# How to correct board cupped by shellac



## mds4752 (Sep 20, 2013)

Help me understand where I went wrong tonight. I built a 6 board chest and finished the outside with 2 coats of commercial milk paint. Chest sat idle & completed for about 2 weeks now. Tonight I applied a 1 pound cut single coat of shellac (made 2 nights ago w/dewaxed tiger flakes) to interior for protection and the lid cupped so fast I could hear the battens straining the cut/clinched nails holding them on. The lid is 3/4″ pine and was 2 boards I edge glued together.

Why is this happening & where did I go wrong? And can it be fixed?


----------



## Loren (May 30, 2008)

Leave it alone and observe it. You can strip off the
shellac in a couple of weeks if you don't see an
improvement.

Did you account for wood movement when fastening
the battens down? If not it could be the moisture
in the alcohol is indicating a problem with the construction
method.


----------



## Earlextech (Jan 13, 2011)

You don't need "protection" on the inside. The milk paint was allowing the wood to breath and move. The shellac sealed it and most likely pointed out a flawed assembly. 
Pictures would help us understand. It can be fixed.


----------



## bbc557ci (Sep 20, 2012)

About 20 years ago I built a Cherry table with leafs/extentions and a smaller table made of Ash. I used poly on both. I applied 3-4 coats of poly to both sides of the tops figuring expansion/contraction would be equal, and reduce cupping. That worked well.


----------



## a1Jim (Aug 9, 2008)

Typically you want to have finish on both top and bottom to equalize moisture infiltration ,in this case you have what I'm guessing is water base on one side and alcohol base on the other creating more of a moisture barrier on one side than the other. It's also possible you used wood that was not completely dry in the first place.


----------



## mds4752 (Sep 20, 2013)

I'll add some pics this evening or weekend.

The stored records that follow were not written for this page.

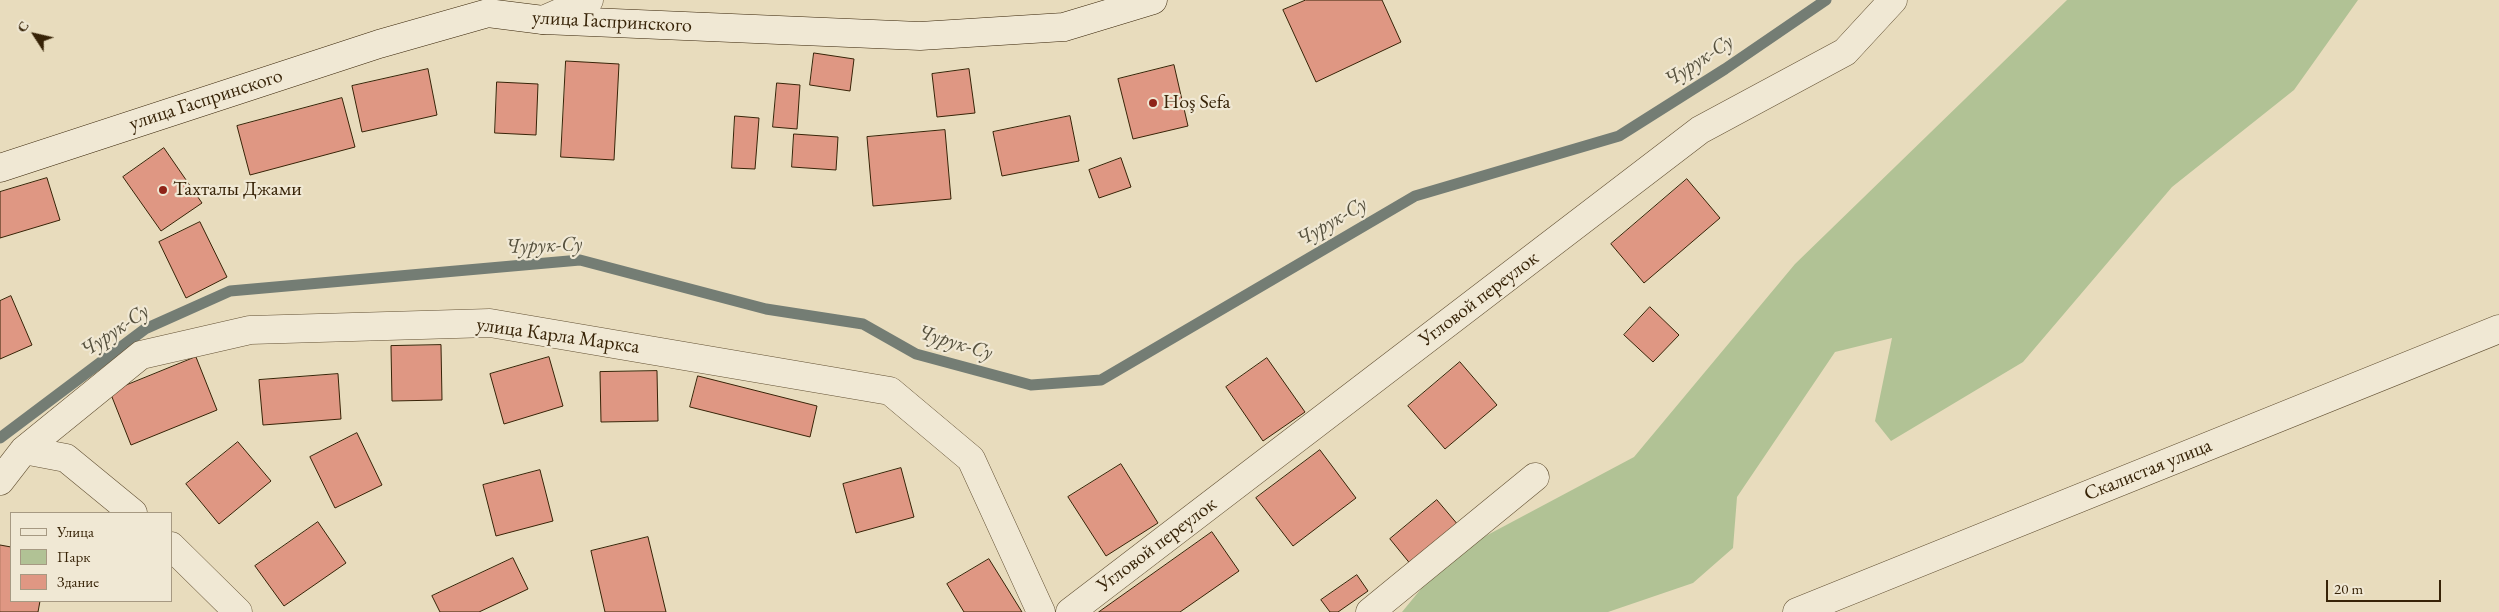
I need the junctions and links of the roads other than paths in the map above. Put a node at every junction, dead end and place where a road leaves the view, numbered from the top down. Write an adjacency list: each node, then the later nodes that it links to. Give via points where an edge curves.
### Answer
1 (589, 0): 4 (street)
2 (1153, 0): 4 (street, улица Гаспринского, via 1064,27 920,36)
3 (1893, 0): 14 (street, Угловой переулок, via 1846,52 1700,130)
4 (543, 20): 5 (street, улица Гаспринского, via 488,13 379,44)
5 (0, 168)
6 (2499, 329): 16 (street, Скалистая улица)
7 (24, 450): 9 (street, улица Карла Маркса); 10 (street, via 66,458); 13 (street, улица Карла Маркса, via 141,355 250,330 490,322 890,391 971,459)
8 (1535, 477): 15 (street)
9 (0, 481)
10 (132, 512)
11 (172, 547): 12 (street)
12 (238, 612)
13 (1041, 612)
14 (1070, 612)
15 (1370, 612)
16 (1797, 612)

Thanks for the theories folks; I appreciate any and all input or suggestions.

Wood used was pine from lumber yard-was S4S or S3S. Standard stuff, so I think it was as dry as a routine situation. Milled it to thickness with my planer. Jointed the edges of two 12" boards and glued it up using cauls and clamps. After glue cured, I cut it to final dimensions and planed it smooth and flat with hand planes. I then assembled the chest (uses snipe hinges for affixing the lid, which is 18" x 40") and gave it 2 coats of commercial milk paint. Once assembled, the lid was very flat in all directions and remained that way for the 2 weeks after assembly and before putting on the shellac on the inside. It looked great.

Read a few articles and considering the chest will be used to store kids' outdoor toys, I thought a thin coat of shellac on the inside would help protect the wood from water, moisture, mud, dirt, grass, etc. So, I bought some dewaxed tiger flakes and mixed up a 1# cut and applied it to all surfaces of the the inside of the chest.

I obviously failed to take into account the impact it would have on the lid I guess in combination with the commerical milk paint. In any event, the lid cupped and bowed immediately after applying the shellac.


----------



## mds4752 (Sep 20, 2013)

As promised, here is a before pic (shows lid nice & flat) and an after pic (shows cupping after milk coated exterior and shellacked interior).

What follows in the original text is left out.